WeChat a must for western brands in China

WeChat a must for western brands in China

Messaging app WeChat is something of a phenomenon. With around 600 million users, it is the largest standalone messaging app, and is currently ranked the fifth most popular mobile app in the world by Global Web Index, behind only Google Maps, G+, YouTube, and Facebook.

The strength of its reach and influence is such that brands looking to get a foothold in China seriously have to consider it within their mobile strategy for China, sometimes even leading with WeChat before they embark on their own applications, which have to be downloaded from an app store.

Native apps still play a role, but the decision to build one in China has to include a discussion around WeChat.

Some advantages of using WeChat versus a Native app are:

Using an Established, Trusted Medium for the Initial Brand Message

WeChat has an active, already enthusiastic audience – they are familiar with the structure, are happy to start a dialogue with other users (whether brands or individuals), and have an inherent trust of the content because they see it every day.

Provided brands take steps to ensure they become part of the fabric of WeChat (working within their parameters and protocols), they will have the opportunity to access a wide range of potential customers and rapidly build their profile.

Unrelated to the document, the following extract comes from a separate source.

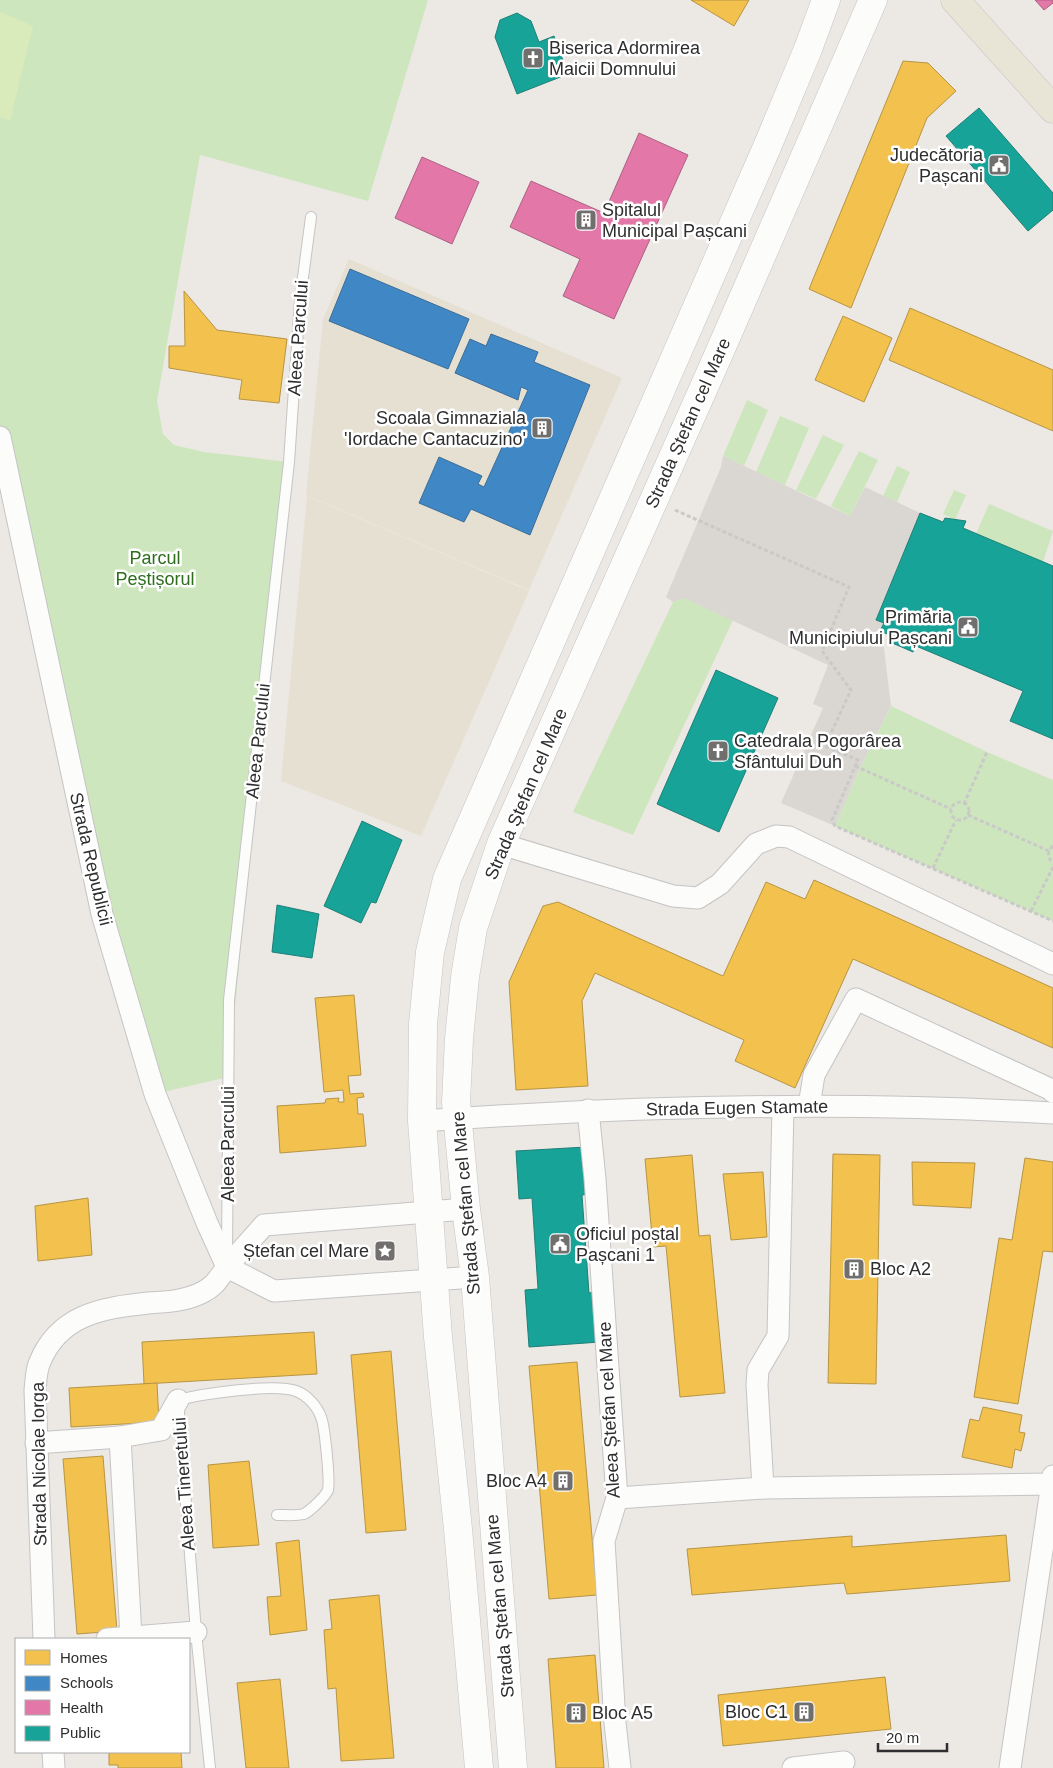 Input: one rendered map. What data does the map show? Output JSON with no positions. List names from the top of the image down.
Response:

And with the recent announcement of WeChat sponsored ads, reaching an audience might be easier.

Working With Built-In Promotional and Transactional Functions

There are a number of ways to promote products and services on WeChat, from mini apps to seeding with key opinion leaders (KOL), offering a natural, comfortable user experience.

WeChat is keen to leverage brand interest as an efficient way to monetize the app, and has developed its own commercial “Shop” feature, which allows verified brand accounts to set up and manage their own stores.

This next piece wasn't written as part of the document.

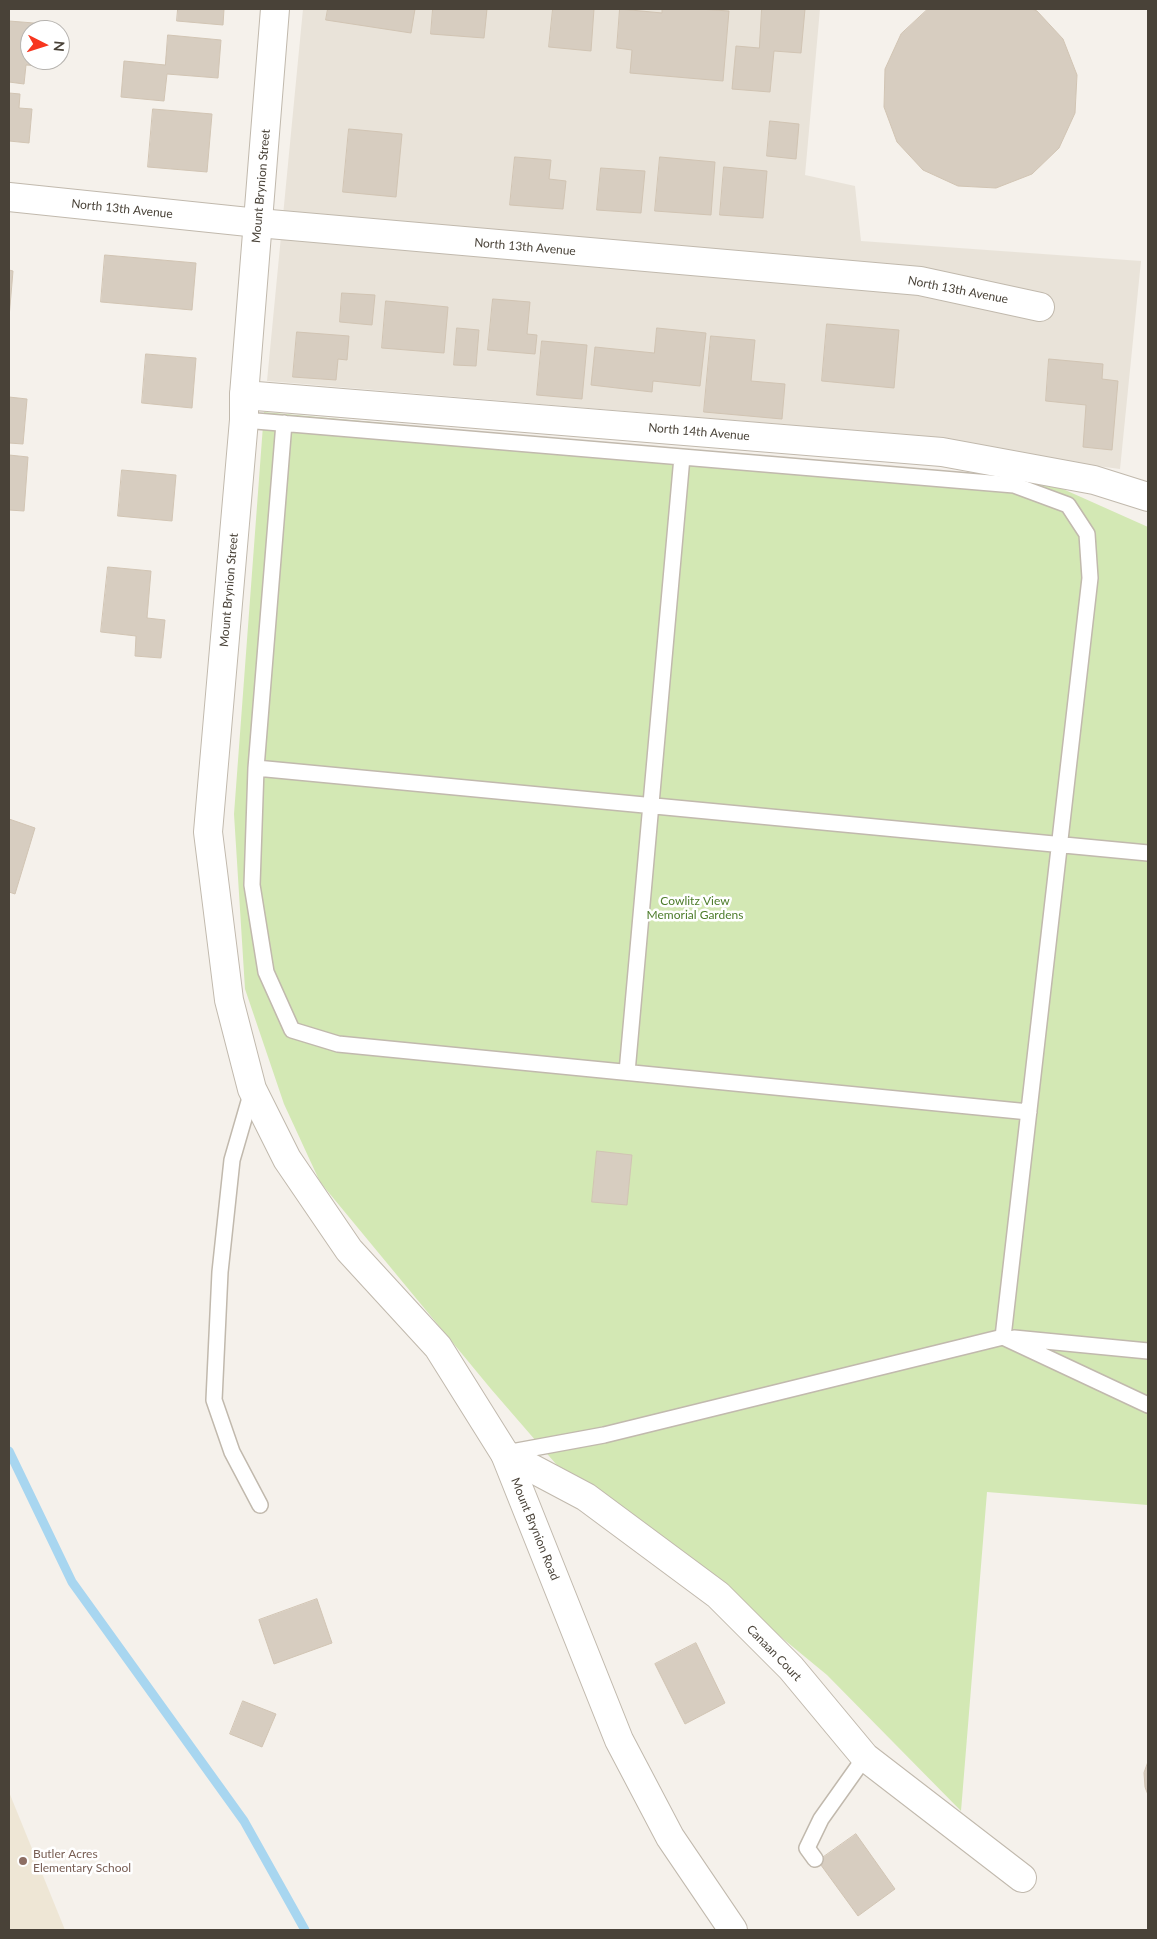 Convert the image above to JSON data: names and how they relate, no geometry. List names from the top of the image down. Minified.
{"streets":{"street":["Mount Brynion Street","North 13th Avenue","North 14th Avenue","Mount Brynion Road","Canaan Court"]},"crossings":[["Mount Brynion Street","North 13th Avenue"],["Mount Brynion Street","North 14th Avenue"],["Mount Brynion Street","Mount Brynion Road"],["Mount Brynion Road","Canaan Court"]],"parks":["Cowlitz View Memorial Gardens"],"places":["Butler Acres Elementary School"],"north":"right"}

Offering product upload and display, order and customer complaint management, as well as an integrated WeChat payment facility, it comes at a cost of around $5,000 – a relatively small price to pay for what it brings in the way of exposure and brand equity.

For larger brands wanting to establish a transactional presence without the need to develop costly individual platforms, WeChat allows businesses to build functionality for transferring funds, making bookings, managing accounts, and so on into their WeChat app – very useful for financial service providers, retailers, and travel companies.

China Southern is a brand which demonstrates this very well, investing in functions to book and pay for flights, check airmile allowances, and book seating.

A Unique Presence in a Vibrant Territory

While Twitter and Facebook are attempting to get in on the in-app selling act with “buy” buttons, sponsored news, and a variety of other commercial activities, WeChat is currently unlike any messaging or social platform in the West when it comes to commercial features.

Thanks in part to an audience with a huge appetite to buy online (according to PwC, 53 percent of Chinese consumers shop online at least once a week, with a transactional value set to hit around $400 billion next year) and a sophisticated range of easily accessible features, it is unique in its ability to offer seamless sales within a well-established ecosystem.

There’s no doubt that WeChat is currently the “darling” of the app world, and it is stimulating debate both in Asia and the rest of the world about the value of building native apps when you are able to create a digital product that has a captive audience to seed, too.

The overriding view, from what we are seeing is around control and ownership. WeChat is an incredibly powerful tool for brands, and it should play a role in a brand’s Chinese market strategy, but for bigger brands, who have scale, their own native app is 100 percent in their control. They can design it and update it as and when they want, and they can introduce any features they want.

For WeChat, there is a lot of flexibility, but for any custom build, you will require WeChat review and approval, hence you lose some control over time to market. The best mobile strategy would see a brand leverage WeChat, mobile Web, and native apps. However, for those who cannot afford a multi-mobile channel strategy, the decision on priorities should be closely evaluated.

Elisa Harca is the regional director of Red Ant Asia.